Favorecido por los “vientos de cola”, producto de volúmenes sin precedentes de ayuda externa y remesas, más precios favorables de las exportaciones, el modelo pudo exhibir un crecimiento cercano al cuatro por ciento anual, junto con la muy visible ampliación de la infraestructura —carreteras, parques, red eléctrica, etc.— y cierta disminución de la pobreza extrema. Aumentó también la inversión privada, nacional y extranjera, y se multiplicaron las construcciones.
En el pasivo, y como frenos del modelo, quedaron aspectos menos originales, como la concentración del poder, el sometimiento del poder judicial, y los fraudes electorales. También falló en modernizar la estructura económica del país y no logró mejorar apreciablemente la productividad, la igualdad social, el empleo y la educación. Esta última, en particular, a pesar de ser fundamental en la promoción de los pobres, no recibió priorización presupuestaria ni mejoró su bajísima calidad.
¿Funcionará mejor en este tercero y nuevo período presidencial, o entrará en una etapa de estancamiento o de retroceso? Un factor adverso será el hecho de que están disminuyendo los vientos de cola: la ayuda venezolana es la mitad de antes, con perspectivas de seguir menguando o desaparecer, los precios de las exportaciones son menores, y pende sobre el país la amenaza del “Nica Act”, que vendría a suprimir la importante ayuda de las multinacionales y a golpear el clima de inversiones.
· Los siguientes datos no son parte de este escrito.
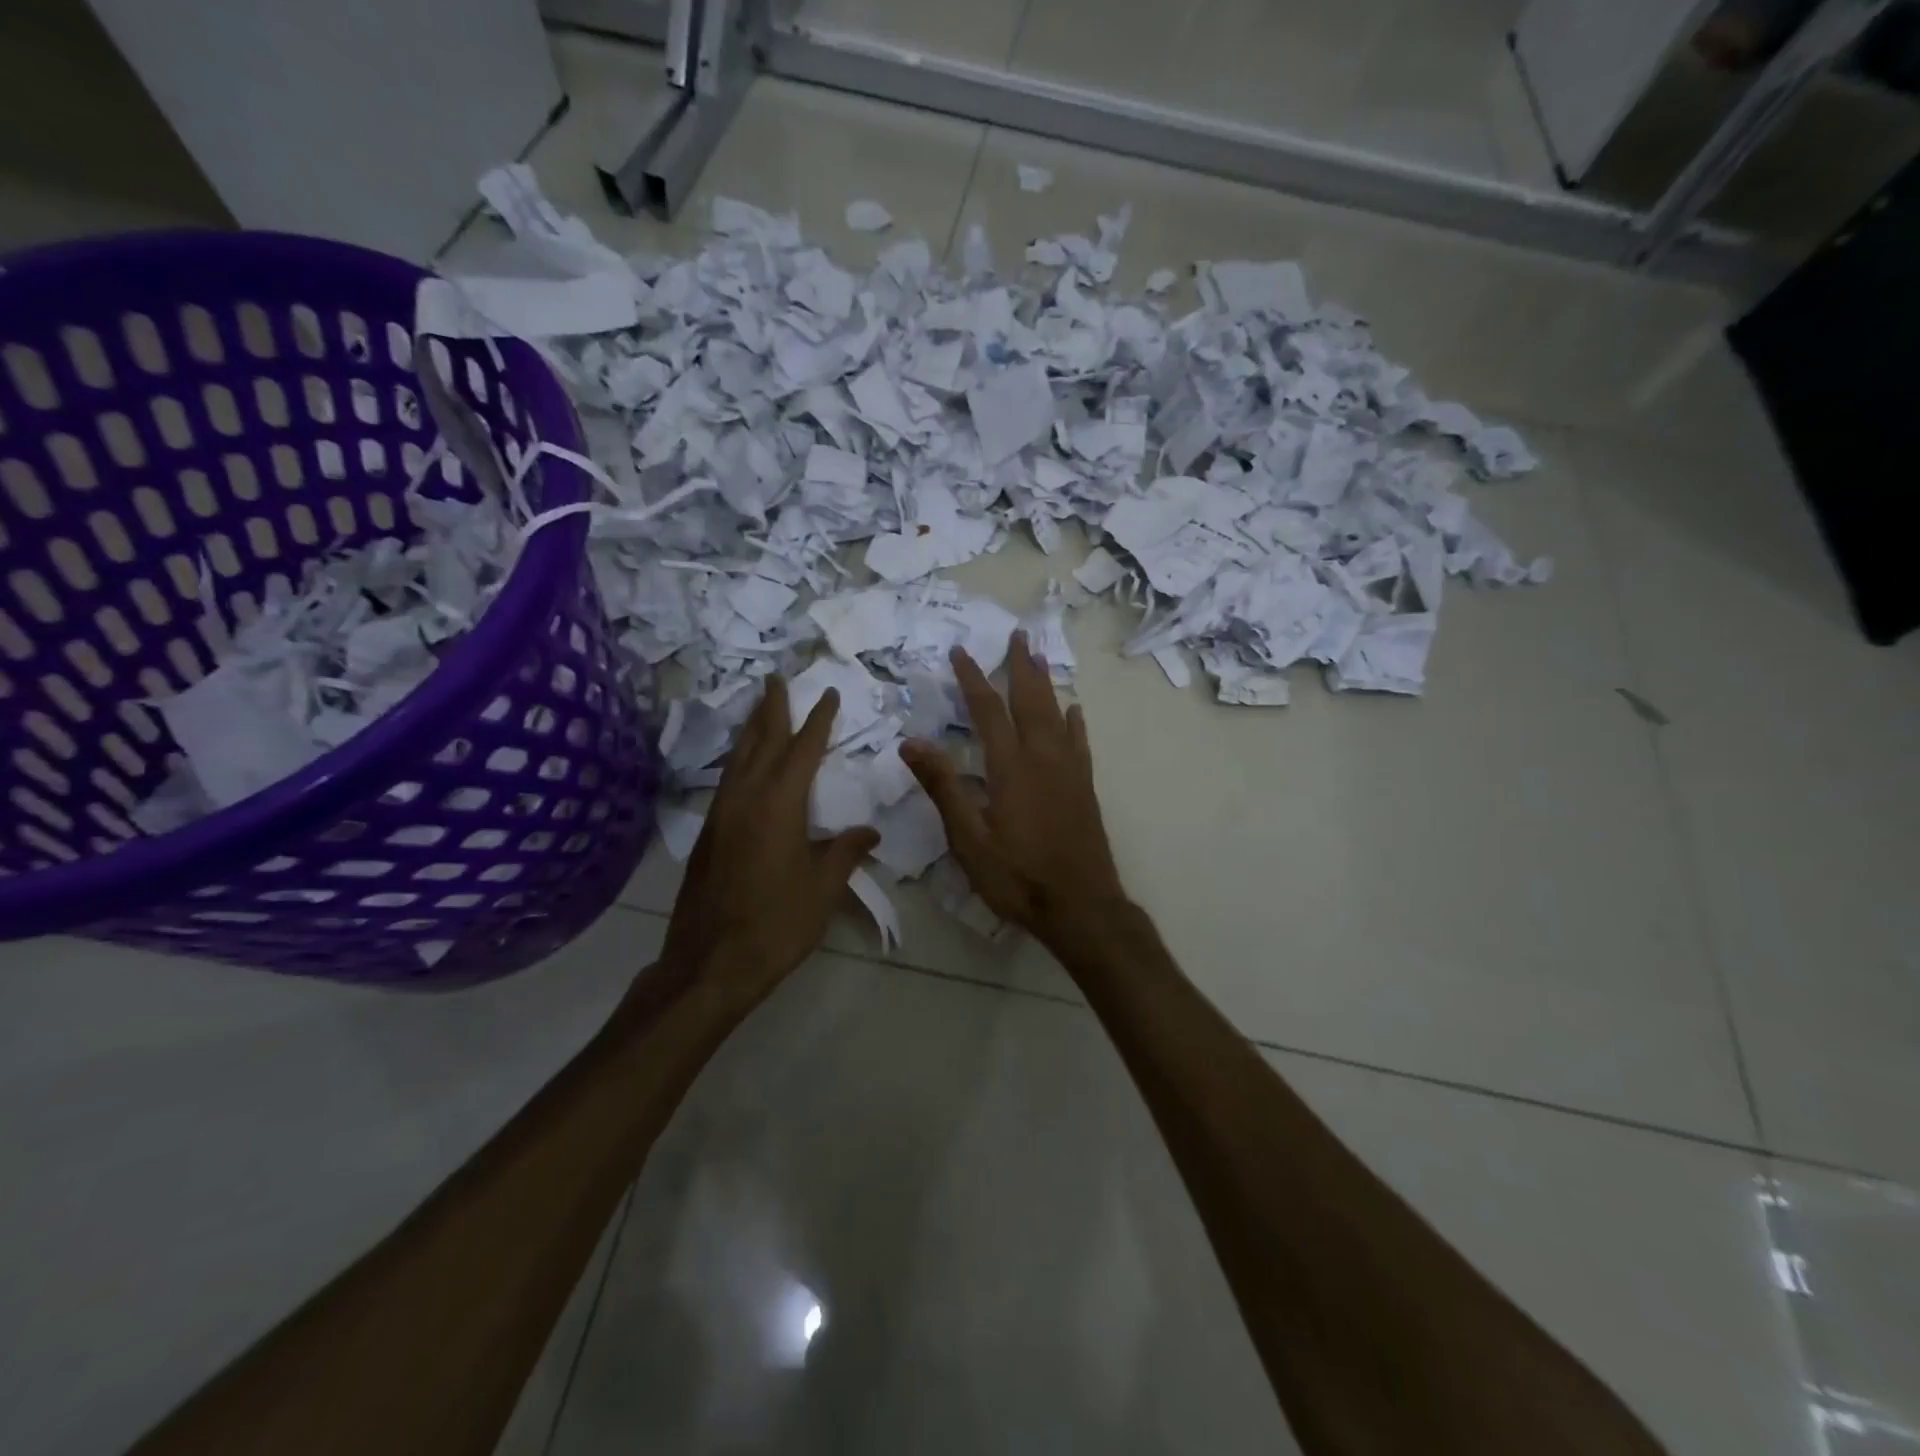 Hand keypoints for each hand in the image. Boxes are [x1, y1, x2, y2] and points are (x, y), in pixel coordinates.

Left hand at [659, 676, 878, 1017]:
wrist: (710, 963)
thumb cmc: (776, 924)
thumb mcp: (823, 889)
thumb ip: (845, 852)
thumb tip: (869, 831)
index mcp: (779, 804)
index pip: (802, 749)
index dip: (817, 720)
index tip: (827, 694)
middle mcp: (746, 798)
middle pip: (761, 741)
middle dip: (773, 709)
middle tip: (777, 679)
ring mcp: (721, 814)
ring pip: (738, 758)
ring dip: (752, 729)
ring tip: (761, 708)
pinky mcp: (708, 834)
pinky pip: (727, 780)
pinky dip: (740, 760)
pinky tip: (744, 765)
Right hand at [902, 631, 1127, 949]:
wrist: (1081, 906)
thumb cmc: (1017, 876)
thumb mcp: (968, 838)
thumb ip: (943, 787)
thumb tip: (911, 741)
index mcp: (1010, 767)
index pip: (988, 710)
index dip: (972, 678)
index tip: (960, 651)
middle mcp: (1043, 758)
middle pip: (1030, 700)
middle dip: (1020, 666)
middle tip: (1018, 634)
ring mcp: (1069, 771)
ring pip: (1056, 714)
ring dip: (1045, 683)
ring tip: (1039, 657)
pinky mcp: (1084, 787)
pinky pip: (1079, 742)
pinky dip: (1074, 722)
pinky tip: (1074, 711) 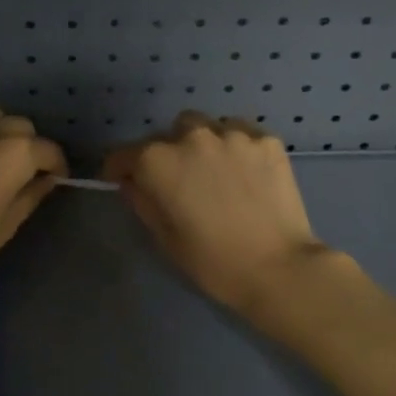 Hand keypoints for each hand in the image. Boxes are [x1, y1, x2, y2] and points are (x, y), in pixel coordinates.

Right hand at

La lógica sugiere entonces que, si en medio de las mejores circunstancias, el modelo orteguista no pudo hacer que Nicaragua alcanzase la tasa del siete por ciento —que muchos economistas consideran esencial para superar la pobreza— ni logró avanzar mucho en otros frentes sociales, difícilmente lo hará ahora. En realidad, a lo que más podría aspirar Ortega es que en los próximos años las tasas conseguidas no disminuyan. Esto nos deja con dos escenarios: el optimista, que sería más de lo mismo, y el pesimista que sería menos de lo mismo. Existe empero un escenario mejor, capaz de superar los anteriores niveles de desarrollo económico y social, pero este exigiría cambios importantes en el comportamiento político del mandatario.
Ortega, en su discurso inaugural, dio un paso en la dirección correcta al anunciar su interés en profundizar su diálogo con el sector privado y promover el concepto del Estado “facilitador”. Pero esto resultará radicalmente insuficiente si no va acompañado, como mínimo, de reformas que aseguren la independencia y profesionalismo del sistema judicial y del poder electoral, y de mejoras sustanciales de la educación pública.
Con lo anterior Nicaragua se libraría del lastre de la falta de institucionalidad y la baja productividad, y entraría en una fase mucho más próspera y sostenible; se preservarían importantes flujos de cooperación externa, se dispararían las inversiones y los pobres serían dotados de mayores oportunidades de progreso. ¿Optará Ortega por este camino o empantanará su futuro, y el de su país, aferrándose a un modelo agotado? Solo él tiene la repuesta.
El autor fue ministro de Educación en el gobierno de doña Violeta Barrios de Chamorro.